It has been noticed since the time immemorial that cognitive biases have a nasty tendency of being invisible to self (note the proverbial log in one's eye). Uncovering their own blind spot is probably the hardest task for an aspired rationalist. EY and others have devoted a number of posts to this issue (e.g. the How To Actually Change Your Mind sequence), and I am wondering if it is bearing fruit for the LW participants.
To this end, I suggest that people post what they think their current rationality blind spot they are struggling with is (not the usual sweet success stories of "overcoming bias"), and let others comment on whether they agree or not, given their impressions of the person here and possibly in real life. My guess is that most of us would miss the mark widely (it's called a blind spot for a reason). Needless to say, if you post, you should expect to get crockered. Also needless to say, if you disagree with a person pointing out your bias, odds are that you are the one who is wrong.
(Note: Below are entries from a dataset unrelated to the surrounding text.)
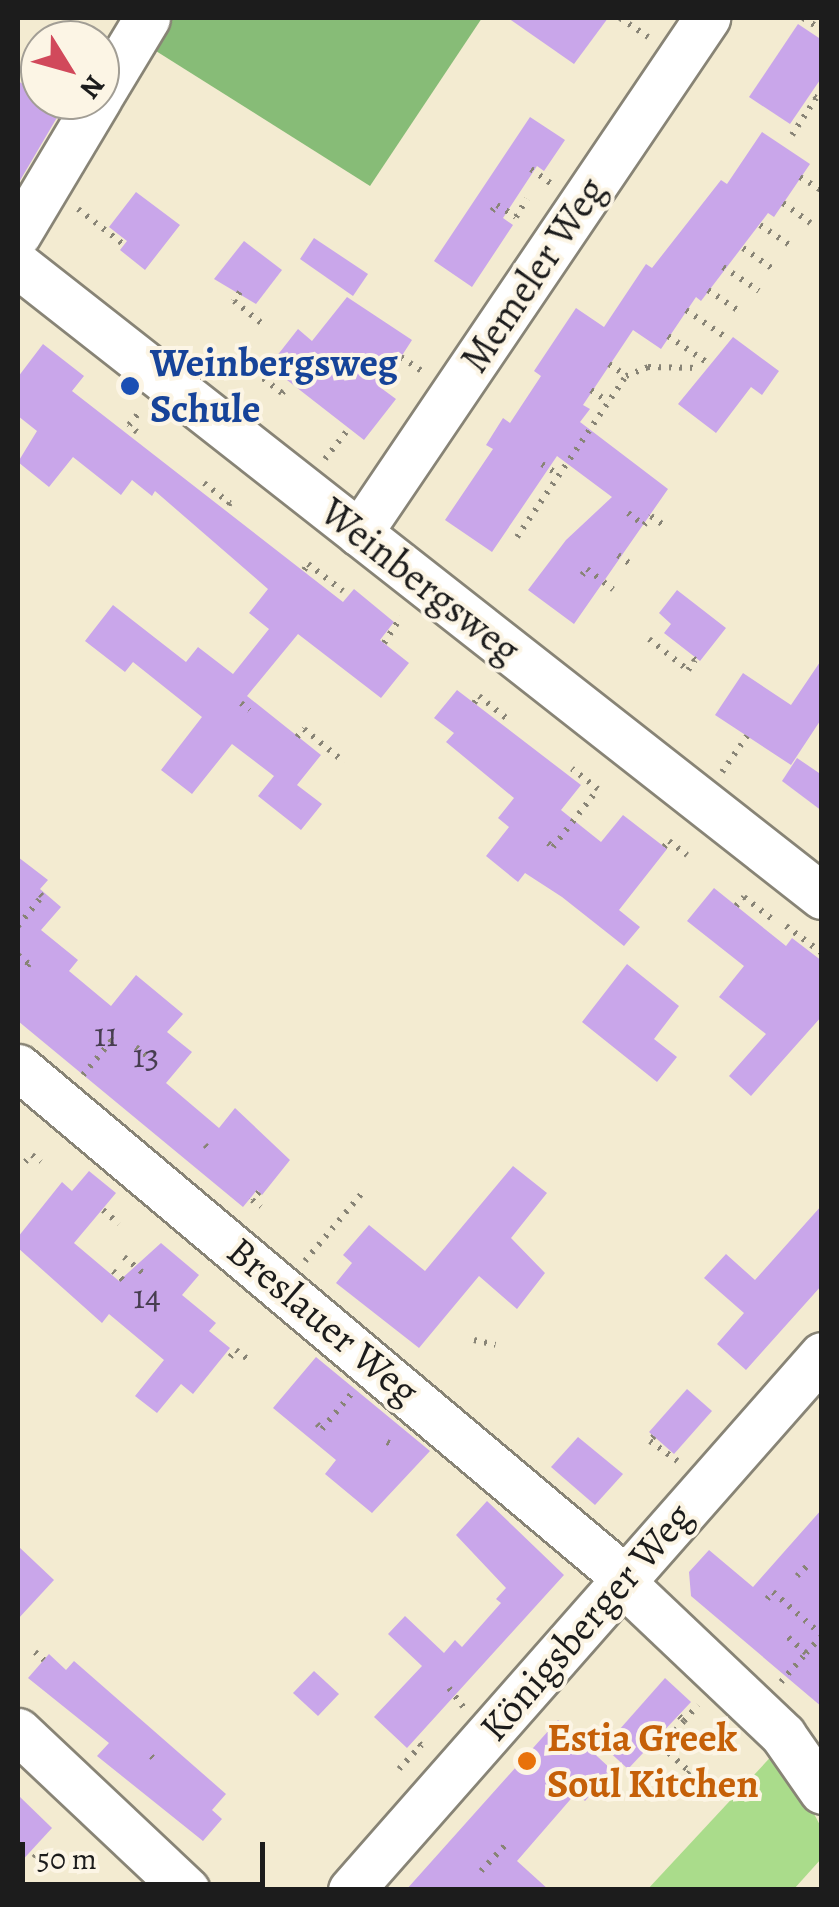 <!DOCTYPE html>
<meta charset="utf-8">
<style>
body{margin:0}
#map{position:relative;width:839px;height:1907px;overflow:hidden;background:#f3ebd1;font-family:Alegreya,serif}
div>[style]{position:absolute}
.green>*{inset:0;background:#aadc8b}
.forest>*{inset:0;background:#87bc77}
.building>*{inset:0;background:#c9a6ea}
.path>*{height:6px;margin-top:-3px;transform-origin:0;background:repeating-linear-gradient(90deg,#888476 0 2.5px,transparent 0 10.5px)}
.roads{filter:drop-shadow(2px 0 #888476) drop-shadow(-2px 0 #888476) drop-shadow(0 2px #888476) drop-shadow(0 -2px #888476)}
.minor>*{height:45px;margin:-22.5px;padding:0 22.5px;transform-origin:22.5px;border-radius:22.5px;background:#fff}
.dots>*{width:28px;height:28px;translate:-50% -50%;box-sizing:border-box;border:5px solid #fcf5e5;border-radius:50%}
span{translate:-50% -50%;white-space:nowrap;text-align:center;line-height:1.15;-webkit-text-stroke:8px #fcf5e5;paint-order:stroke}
.number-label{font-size:35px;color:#473e50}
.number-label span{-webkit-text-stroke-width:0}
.street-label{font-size:40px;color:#1c1c1c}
.transit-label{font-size:40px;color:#164399;font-weight:700}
.left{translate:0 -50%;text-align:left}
.food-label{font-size:40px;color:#c56008;font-weight:700}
.frame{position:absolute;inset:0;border:20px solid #1c1c1c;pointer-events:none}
.north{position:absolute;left:20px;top:20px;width:100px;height:100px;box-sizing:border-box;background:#fcf5e5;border:2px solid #a29e95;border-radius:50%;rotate:127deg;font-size:28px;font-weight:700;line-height:40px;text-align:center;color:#1c1c1c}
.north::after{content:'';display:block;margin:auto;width:35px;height:45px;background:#d1495b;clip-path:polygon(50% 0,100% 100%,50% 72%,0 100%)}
.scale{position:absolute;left:20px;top:1842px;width:245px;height:45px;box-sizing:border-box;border:5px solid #1c1c1c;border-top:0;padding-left:12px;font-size:30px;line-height:35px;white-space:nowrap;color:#1c1c1c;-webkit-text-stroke:8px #fcf5e5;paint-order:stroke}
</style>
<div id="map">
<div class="green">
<div style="clip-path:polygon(779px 1748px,821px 1827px,821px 1859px,794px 1889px,647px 1890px)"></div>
</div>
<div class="forest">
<div style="clip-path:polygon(166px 18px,482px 18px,370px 186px,148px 46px)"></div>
</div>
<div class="building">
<div style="clip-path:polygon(508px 18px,608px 18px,574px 64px)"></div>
<div style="clip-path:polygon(798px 24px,822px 40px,822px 77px,790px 124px,749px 97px)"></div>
<div style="clip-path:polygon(18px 81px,62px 109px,18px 184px)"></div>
<div style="clip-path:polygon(530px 117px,565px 140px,544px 171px,537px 166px,503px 218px,513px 225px,472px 287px,434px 261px)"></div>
<div style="clip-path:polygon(762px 132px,810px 164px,774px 217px,768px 213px,701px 301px,696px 297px,661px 349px,633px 330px,583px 405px,590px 409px,580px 422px,668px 489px,574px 624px,528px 590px,566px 540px,612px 497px,557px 456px,492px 552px,445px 520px,493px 449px,486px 445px,503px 418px,510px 423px,541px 376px,534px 371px,576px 308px,604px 327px,646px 264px,652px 268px,721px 180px,727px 184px)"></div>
<div style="clip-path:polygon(136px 192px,180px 225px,145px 270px,120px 250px,127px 241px,109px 227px)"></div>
<div style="clip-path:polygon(314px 238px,368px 274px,353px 296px,300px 259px)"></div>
<div style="clip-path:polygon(244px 241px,282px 270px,256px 304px,214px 279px)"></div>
<div style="clip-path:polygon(347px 297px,412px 340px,381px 388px,396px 399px,364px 440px,269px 366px,298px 329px,312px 341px)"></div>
<div style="clip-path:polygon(733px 337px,779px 371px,762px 395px,751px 387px,716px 433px,678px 404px)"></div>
<div style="clip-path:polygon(43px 344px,84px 376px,72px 391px,343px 602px,354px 589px,394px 622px,380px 640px,409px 663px,381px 698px,298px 634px,247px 696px,321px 755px,297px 785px,322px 804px,301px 830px,258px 796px,274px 776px,232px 744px,192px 794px,161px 770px,202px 717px,133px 662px,125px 672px,85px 641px,113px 605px,186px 662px,198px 647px,233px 674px,269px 629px,249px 613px,268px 589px,155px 491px,152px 496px,132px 480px,121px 495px,73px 457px,49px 487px,18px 462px,37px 431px,18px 416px,18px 377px)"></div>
<div style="clip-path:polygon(677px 590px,726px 628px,700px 661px,664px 633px,671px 624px,659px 613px)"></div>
<div style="clip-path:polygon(822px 659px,822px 718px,791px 765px,715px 715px,743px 673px,791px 705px)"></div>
<div style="clip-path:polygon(457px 690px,581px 785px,561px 810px,601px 842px,623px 815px,667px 849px,619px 910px,640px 927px,624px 946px,562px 897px,525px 873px,518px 882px,486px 856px,509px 827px,498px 818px,514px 798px,446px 742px,454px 733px,434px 718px)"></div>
<div style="clip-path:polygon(797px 758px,822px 775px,822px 811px,782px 781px)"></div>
<div style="clip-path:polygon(18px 857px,48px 880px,40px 889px,61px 907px,41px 930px,78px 960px,69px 971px,111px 1006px,136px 975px,183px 1014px,167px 1032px,192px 1052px,166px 1083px,219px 1128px,235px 1108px,290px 1160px,262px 1195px,257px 1190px,243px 1207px,18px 1021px)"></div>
<div style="clip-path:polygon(714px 888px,786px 946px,792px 938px,822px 961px,822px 1016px,751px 1096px,729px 1076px,766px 1034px,719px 997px,744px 966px,687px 921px)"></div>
<div style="clip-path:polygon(627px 964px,679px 1006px,654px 1039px,677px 1057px,657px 1082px,582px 1022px)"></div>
<div style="clip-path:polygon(513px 1166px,547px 1193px,511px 1238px,545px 1273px,517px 1309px,479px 1276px,419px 1348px,336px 1283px,352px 1263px,343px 1255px,369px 1225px,425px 1271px)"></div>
<div style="clip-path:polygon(89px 1171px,116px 1193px,74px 1243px,119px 1281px,161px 1243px,199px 1275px,182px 1295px,216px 1323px,209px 1331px,230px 1348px,193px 1394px,181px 1384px,157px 1413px,135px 1396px,164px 1360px,109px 1314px,102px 1323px,18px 1248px,18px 1237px,62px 1182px,72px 1191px)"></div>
<div style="clip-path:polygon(822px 1205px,822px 1285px,746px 1370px,717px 1344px,744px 1313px,704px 1278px,726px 1254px,755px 1280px)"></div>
<div style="clip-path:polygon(316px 1357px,430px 1451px,372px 1513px,325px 1474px,336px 1460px,273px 1408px)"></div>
<div style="clip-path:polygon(687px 1389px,712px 1411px,674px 1454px,649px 1432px)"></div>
<div style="clip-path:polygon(578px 1437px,623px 1474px,595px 1505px,551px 1467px)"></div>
<div style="clip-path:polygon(487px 1501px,564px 1575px,407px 1748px,374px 1717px,422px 1666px,388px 1634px,405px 1616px,444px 1653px,455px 1640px,462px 1647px,501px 1603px,496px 1599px,506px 1588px,456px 1535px)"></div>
<div style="clip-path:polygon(822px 1509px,822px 1707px,691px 1596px,689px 1572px,709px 1550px,753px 1587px)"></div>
<div style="clip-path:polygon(18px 1546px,54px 1580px,18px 1619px)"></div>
<div style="clip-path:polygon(49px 1654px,66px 1670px,74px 1661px,226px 1794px,212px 1810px,222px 1819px,203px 1841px,97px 1756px,109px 1743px,28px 1678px)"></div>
<div style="clip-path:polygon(314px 1671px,339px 1694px,318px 1716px,293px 1693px)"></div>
<div style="clip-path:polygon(665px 1678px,691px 1702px,628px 1769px,604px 1747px)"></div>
<div style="clip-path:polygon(558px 1720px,612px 1770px,585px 1801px,576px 1793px,517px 1861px,549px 1890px,406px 1890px)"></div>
<div style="clip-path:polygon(18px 1795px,52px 1828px,18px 1865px)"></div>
</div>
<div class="path">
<div style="left:620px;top:18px;width:34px;rotate:34deg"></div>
<div style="left:803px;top:18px;width:22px;rotate:32deg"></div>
<div style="left:792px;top:135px;width:44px;rotate:-57deg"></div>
<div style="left:816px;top:98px;width:7px;rotate:-146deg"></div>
<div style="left:531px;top:169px;width:24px;rotate:36deg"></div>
<div style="left:800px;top:177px;width:26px;rotate:32deg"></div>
<div style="left:783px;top:203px;width:34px;rotate:36deg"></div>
<div style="left:78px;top:209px;width:58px;rotate:38deg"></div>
<div style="left:492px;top:211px;width:8px;rotate:-50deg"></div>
<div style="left:497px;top:205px;width:22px;rotate:32deg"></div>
<div style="left:516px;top:217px;width:21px;rotate:-59deg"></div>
<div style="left:760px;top:225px;width:40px;rotate:34deg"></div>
<div style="left:743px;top:248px;width:39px;rotate:35deg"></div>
<div style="left:723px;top:267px;width:43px;rotate:33.7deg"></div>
<div style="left:708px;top:290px;width:41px;rotate:34.1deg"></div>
<div style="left:240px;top:292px;width:11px;rotate:124deg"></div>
<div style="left:234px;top:301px;width:40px;rotate:39deg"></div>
<div style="left:686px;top:310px;width:46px;rotate:34.4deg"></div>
<div style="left:668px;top:336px;width:45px;rotate:34deg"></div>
<div style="left:401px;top:357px;width:29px;rotate:34deg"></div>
<div style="left:609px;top:364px;width:21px;rotate:35deg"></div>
<div style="left:255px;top:372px;width:34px;rotate:38deg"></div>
<div style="left:282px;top:393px;width:9px;rotate:-49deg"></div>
<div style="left:591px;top:390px;width:21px;rotate:35deg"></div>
<div style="left:137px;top:432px;width:11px;rotate:-139deg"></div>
<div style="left:129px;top:425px;width:14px;rotate:-51deg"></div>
<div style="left:325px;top:459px;width:39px;rotate:-52deg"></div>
<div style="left:542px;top:464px;width:20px;rotate:33deg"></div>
<div style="left:204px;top:483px;width:33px;rotate:38deg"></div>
<div style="left:230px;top:503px;width:9px;rotate:126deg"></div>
<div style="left:628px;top:513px;width:20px;rotate:37deg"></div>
<div style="left:644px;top:525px;width:11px;rotate:-52deg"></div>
<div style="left:651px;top:516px;width:14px;rotate:36deg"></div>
<div style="left:517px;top:537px;width:194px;rotate:-55.9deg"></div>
<div style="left:626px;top:376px;width:24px;rotate:-22deg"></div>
<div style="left:648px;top:367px;width:52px;rotate:1.1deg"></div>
<div style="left:618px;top:555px;width:17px;rotate:36deg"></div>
<div style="left:304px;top:570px;width:7px;rotate:-56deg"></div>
<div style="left:308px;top:564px;width:44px;rotate:37.6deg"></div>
<div style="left:582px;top:575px;width:8px;rotate:-50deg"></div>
<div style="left:587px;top:569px;width:33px;rotate:38deg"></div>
<div style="left:649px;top:639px;width:50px;rotate:38.5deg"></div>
<div style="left:688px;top:670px;width:12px;rotate:-55deg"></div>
<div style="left:695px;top:660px;width:9px;rotate:-139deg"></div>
<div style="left:384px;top:643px;width:31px;rotate:-57deg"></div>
<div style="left:241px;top:703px;width:11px;rotate:41deg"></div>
<div style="left:474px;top:703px;width:9px;rotate:-54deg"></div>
<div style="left:479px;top:696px;width:41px;rotate:39.1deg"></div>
<div style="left:297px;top:737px;width:11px;rotate:-49deg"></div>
<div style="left:304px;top:729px;width:52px;rotate:39.5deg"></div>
<div style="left:722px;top:772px;width:44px;rotate:-55.2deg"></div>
<div style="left:548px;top:843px;width:6px;rotate:39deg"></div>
<div style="left:553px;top:847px;width:73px;rotate:-52.2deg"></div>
<div style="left:598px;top:789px;width:33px;rotate:-142deg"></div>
<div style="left:664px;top:847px;width:8px;rotate:-50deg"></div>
<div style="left:669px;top:841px;width:23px;rotate:38deg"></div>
<div style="left:736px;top:906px;width:12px;rotate:-48deg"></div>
<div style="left:744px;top:897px;width:37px;rotate:38deg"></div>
<div style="left:18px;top:926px;width:38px;rotate:-51deg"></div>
<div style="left:42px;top:896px;width:6px;rotate:-135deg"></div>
<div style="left:786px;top:926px;width:45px;rotate:36.9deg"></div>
<div style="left:18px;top:955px;width:14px;rotate:39deg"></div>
<div style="left:29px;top:964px;width:9px;rotate:126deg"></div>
<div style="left:136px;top:1047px;width:13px;rotate:39deg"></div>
<div style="left:83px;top:1075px;width:45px;rotate:-50.4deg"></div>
<div style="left:112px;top:1040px;width:8px;rotate:-135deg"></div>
<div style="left:205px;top:1145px;width:8px;rotate:45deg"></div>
<div style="left:25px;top:1162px;width:10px;rotate:-45deg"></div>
<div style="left:32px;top:1155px;width:11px;rotate:38deg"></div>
<div style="left:259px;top:1192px;width:11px;rotate:131deg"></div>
<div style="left:252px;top:1200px;width:11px;rotate:38deg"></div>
<div style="left:103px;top:1210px;width:21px;rotate:41deg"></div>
<div style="left:124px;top:1257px;width:26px;rotate:40deg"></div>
<div style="left:305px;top:1261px;width:89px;rotate:-50deg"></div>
<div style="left:113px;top:1271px;width:15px;rotate:42deg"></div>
<div style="left:474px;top:1340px;width:22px;rotate:13deg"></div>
<div style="left:230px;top:1357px;width:9px;rotate:-49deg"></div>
<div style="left:236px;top:1350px;width:16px;rotate:38deg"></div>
<div style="left:317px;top:1424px;width:7px;rotate:45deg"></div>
<div style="left:322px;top:1429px;width:47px;rotate:-50.2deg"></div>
<div style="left:654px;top:1436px;width:6px;rotate:129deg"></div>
<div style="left:650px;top:1441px;width:34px;rotate:36deg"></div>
<div style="left:387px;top:1442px;width:4px;rotate:27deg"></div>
<div style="left:797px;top:1576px;width:14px;rotate:-45deg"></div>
<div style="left:767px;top:1599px;width:9px;rotate:-49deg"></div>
<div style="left:773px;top:1592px;width:65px;rotate:41.3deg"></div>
<div style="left:35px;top:1652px;width:12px;rotate:42deg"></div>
<div style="left:806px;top:1653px;width:23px;rotate:-47deg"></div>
<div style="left:781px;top:1682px;width:38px;rotate:-49deg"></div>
<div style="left:806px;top:1653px;width:30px;rotate:-139deg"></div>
<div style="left:449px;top:1688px;width:25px;rotate:53deg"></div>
<div style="left:679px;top:1716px;width:7px;rotate:45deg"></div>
<div style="left:684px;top:1721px;width:21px;rotate:-49deg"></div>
<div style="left:684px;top:1721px;width:34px;rotate:133deg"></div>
<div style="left:661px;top:1746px;width:39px;rotate:42deg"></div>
<div style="left:690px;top:1772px;width:6px;rotate:135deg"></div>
<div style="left:151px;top:1756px;width:8px;rotate:45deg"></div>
<div style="left:399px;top:1769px;width:33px;rotate:-47deg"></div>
<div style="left:421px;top:1745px;width:8px;rotate:-140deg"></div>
<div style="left:34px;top:1858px;width:8px;rotate:-50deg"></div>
<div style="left:39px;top:1852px;width:26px;rotate:43deg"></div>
<div style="left:481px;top:1871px;width:38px;rotate:-47deg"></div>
</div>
<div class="roads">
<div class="minor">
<div style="left:100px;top:96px;width:91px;rotate:-58.9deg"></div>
<div style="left:18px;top:234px;width:156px;rotate:-59.2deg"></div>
<div style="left:18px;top:265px;width:1022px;rotate:38.13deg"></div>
<div style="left:359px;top:533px;width:622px;rotate:-55.95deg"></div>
<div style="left:18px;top:1067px;width:793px;rotate:40.09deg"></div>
<div style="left:622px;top:1582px;width:222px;rotate:43.5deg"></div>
<div style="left:783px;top:1735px;width:68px;rotate:55.1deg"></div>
<div style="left:18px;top:1731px;width:232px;rotate:43.3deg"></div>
<div style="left:351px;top:1890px;width:713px;rotate:-48.64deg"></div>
</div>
</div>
<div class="dots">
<div style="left:130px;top:386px;background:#1a4fb4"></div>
<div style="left:527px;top:1761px;background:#e8710a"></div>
</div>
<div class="number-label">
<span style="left:106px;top:1034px">11</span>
<span style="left:146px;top:1055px">13</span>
<span style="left:147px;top:1296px">14</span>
</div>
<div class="street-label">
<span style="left:533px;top:275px;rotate:-56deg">Memeler Weg</span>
<span style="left:420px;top:581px;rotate:38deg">Weinbergsweg</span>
<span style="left:323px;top:1321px;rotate:40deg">Breslauer Weg</span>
<span style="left:586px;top:1622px;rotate:-49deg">Königsberger Weg</span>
</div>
<div class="transit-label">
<span class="left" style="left:150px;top:386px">Weinbergsweg<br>Schule</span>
</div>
<div class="food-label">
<span class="left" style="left:547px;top:1761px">Estia Greek<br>Soul Kitchen</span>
</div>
<div class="frame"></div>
<div class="north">N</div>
<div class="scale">50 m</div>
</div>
(Who, me, go first? Oh, I have no biases, at least none that I can see.)
Yes.
To add to my comments above, I mean that there is no paradox or unnecessary ache in thinking about minds as physical objects (and hence pausable, storable, and replicable). Everything we've ever done happens within minds anyway, and there is nothing we can do about that. Whatever mental representations we conjure when we think of atoms or molecules or electromagnetic forces are inaccurate and incomplete: this "conscious" experience and sensory perception and thought is what a particular collection of molecules and forces is, rather than a visual or abstract representation of it. This requires a certain level of recursiveness to accede, and is essentially the mental flip that shuns treating everyday sensory experience and "life" as your axioms, and instead adopts axiomatically (even though the flip might have been due to evidence processing) that everything you or any human has ever experienced is a subspace of whatever mathematical structure we're embedded in.
In light of all that, and further confirmations from cognitive science and neuroscience that "the self" is a distributed physical process unlike any Cartesian dualist conception, cryonics strikes me as being as natural as the notion of love or justice prior to performing the mental flip.